* Human pose images with coordinates
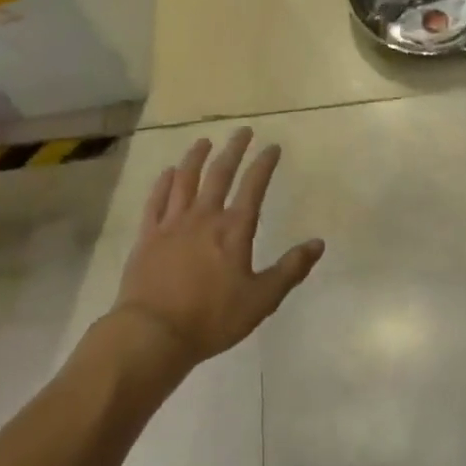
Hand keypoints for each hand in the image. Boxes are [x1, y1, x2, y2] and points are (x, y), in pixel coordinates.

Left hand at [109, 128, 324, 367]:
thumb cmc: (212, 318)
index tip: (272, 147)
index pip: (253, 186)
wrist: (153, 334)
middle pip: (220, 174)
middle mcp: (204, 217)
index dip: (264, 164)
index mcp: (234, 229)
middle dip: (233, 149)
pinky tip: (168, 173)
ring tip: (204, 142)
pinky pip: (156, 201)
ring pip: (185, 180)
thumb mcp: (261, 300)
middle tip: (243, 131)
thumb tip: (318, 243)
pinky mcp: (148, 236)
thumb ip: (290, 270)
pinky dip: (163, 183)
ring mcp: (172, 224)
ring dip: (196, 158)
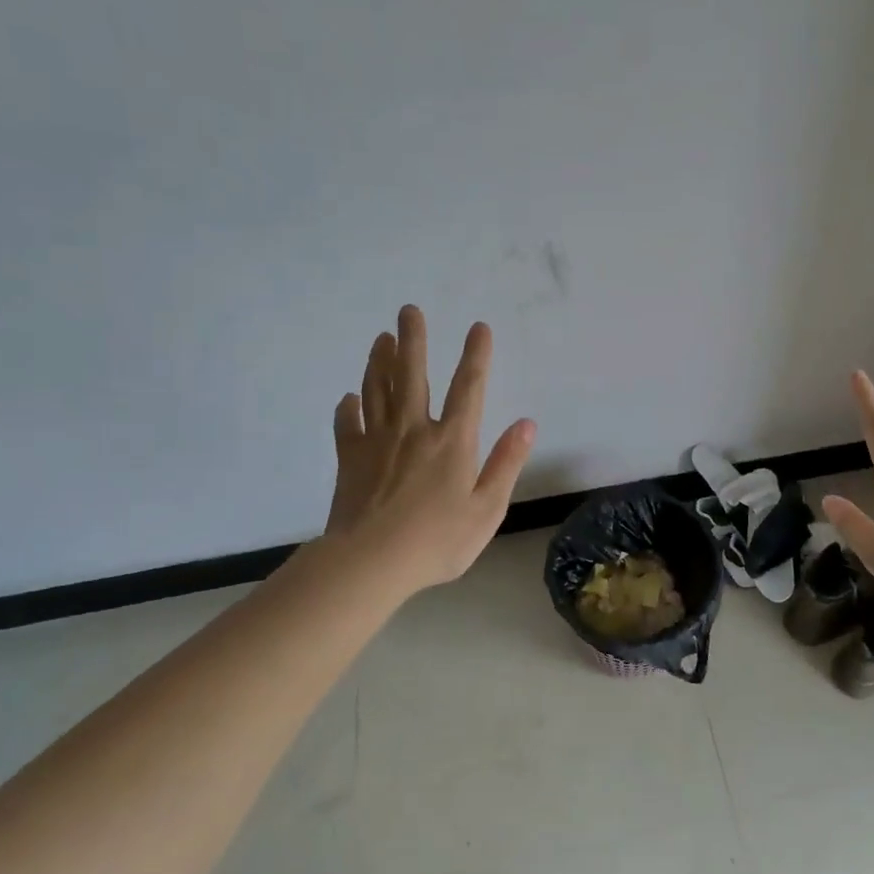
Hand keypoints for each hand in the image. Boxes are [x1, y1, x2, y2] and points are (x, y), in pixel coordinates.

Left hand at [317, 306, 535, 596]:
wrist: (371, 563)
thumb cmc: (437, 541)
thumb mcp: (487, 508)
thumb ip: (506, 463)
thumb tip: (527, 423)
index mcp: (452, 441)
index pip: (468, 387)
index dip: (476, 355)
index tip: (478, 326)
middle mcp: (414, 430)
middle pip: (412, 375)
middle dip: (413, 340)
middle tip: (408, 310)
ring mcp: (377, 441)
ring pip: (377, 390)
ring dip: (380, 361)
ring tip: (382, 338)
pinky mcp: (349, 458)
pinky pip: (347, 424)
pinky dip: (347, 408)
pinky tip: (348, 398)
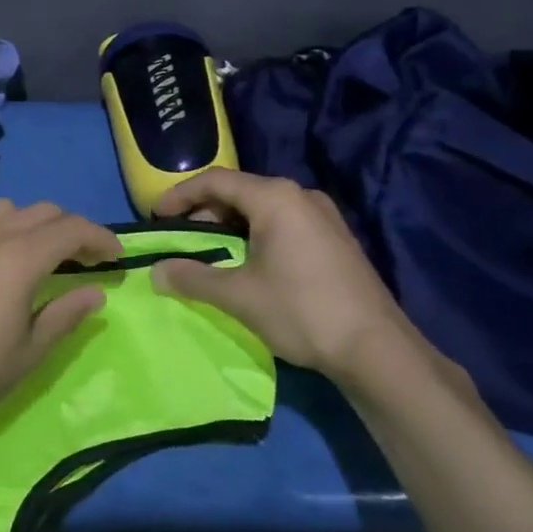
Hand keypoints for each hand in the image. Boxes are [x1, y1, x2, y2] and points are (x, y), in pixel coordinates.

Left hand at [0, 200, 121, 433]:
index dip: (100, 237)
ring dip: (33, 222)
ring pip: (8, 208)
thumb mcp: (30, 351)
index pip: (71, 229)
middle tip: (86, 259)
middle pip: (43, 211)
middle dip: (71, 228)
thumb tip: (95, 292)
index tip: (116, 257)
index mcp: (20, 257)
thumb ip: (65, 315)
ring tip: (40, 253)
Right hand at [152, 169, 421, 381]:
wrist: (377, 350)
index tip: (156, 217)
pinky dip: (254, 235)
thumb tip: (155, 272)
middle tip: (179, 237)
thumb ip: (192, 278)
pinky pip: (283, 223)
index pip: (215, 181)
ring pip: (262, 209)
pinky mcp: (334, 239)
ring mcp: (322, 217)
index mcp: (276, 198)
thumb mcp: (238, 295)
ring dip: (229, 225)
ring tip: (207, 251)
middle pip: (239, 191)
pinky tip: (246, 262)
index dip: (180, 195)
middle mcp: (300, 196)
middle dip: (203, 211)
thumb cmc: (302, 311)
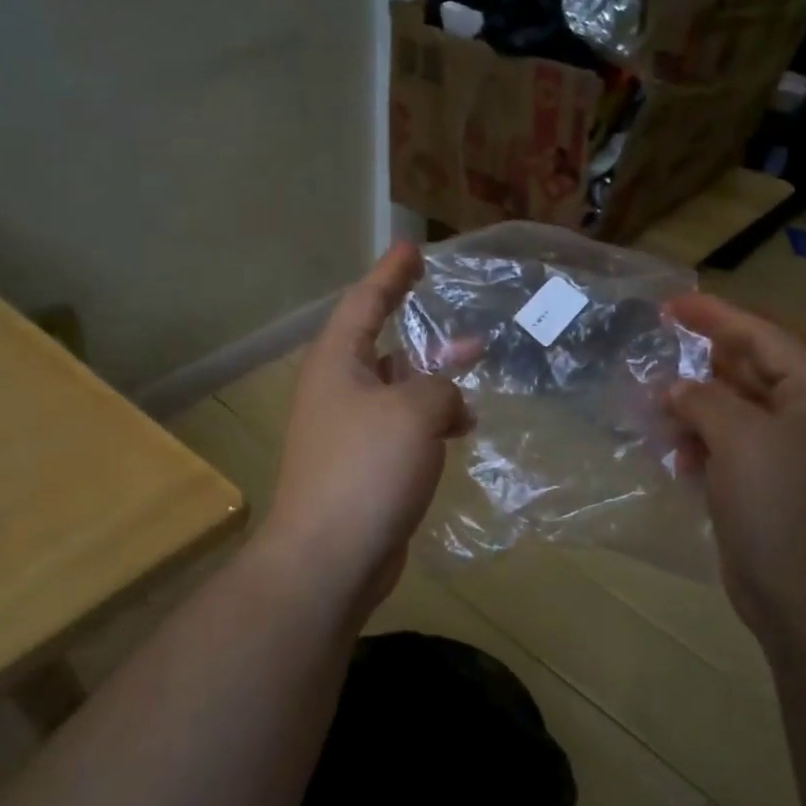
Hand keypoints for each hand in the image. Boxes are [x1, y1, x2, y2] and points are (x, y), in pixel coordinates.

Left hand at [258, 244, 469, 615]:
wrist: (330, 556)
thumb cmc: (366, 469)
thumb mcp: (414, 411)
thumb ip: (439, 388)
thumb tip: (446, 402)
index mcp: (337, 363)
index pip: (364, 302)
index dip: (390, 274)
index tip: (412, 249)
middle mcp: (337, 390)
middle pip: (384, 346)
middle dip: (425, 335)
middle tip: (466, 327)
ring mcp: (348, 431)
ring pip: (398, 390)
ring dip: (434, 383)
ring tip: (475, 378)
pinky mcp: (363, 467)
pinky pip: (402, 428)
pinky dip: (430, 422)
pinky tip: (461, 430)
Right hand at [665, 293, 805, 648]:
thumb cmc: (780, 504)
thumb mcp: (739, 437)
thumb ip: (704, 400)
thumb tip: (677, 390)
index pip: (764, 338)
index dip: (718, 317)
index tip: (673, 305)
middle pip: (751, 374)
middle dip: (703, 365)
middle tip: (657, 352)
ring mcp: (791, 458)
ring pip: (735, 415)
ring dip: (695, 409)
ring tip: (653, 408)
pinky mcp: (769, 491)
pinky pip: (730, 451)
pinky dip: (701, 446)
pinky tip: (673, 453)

* EXERCISE DETAILS
All that belongs in your answer is the stretch of entries above from the line with "middle pip: (384, 346)" through the line with "middle pip: (751, 374)", printed exactly.

* WRITTEN SOLUTION
middle pip: (384, 346)
middle dip: (425, 335)
middle tip: (466, 327)
ring mcp: (348, 431)
ring pip: (398, 390)
ring dip: (434, 383)
ring tip: (475, 378)
pinky mcp: (363, 467)
pinky pip: (402, 428)
pinky dip: (430, 422)
pinky tip: (461, 430)
Right hand at [665, 293, 805, 648]:
thumb cmc: (780, 504)
thumb mcp: (739, 437)
thumb ip: (704, 400)
thumb tip: (677, 390)
index pip: (764, 338)
index dip: (718, 317)
index tip: (673, 305)
middle pip: (751, 374)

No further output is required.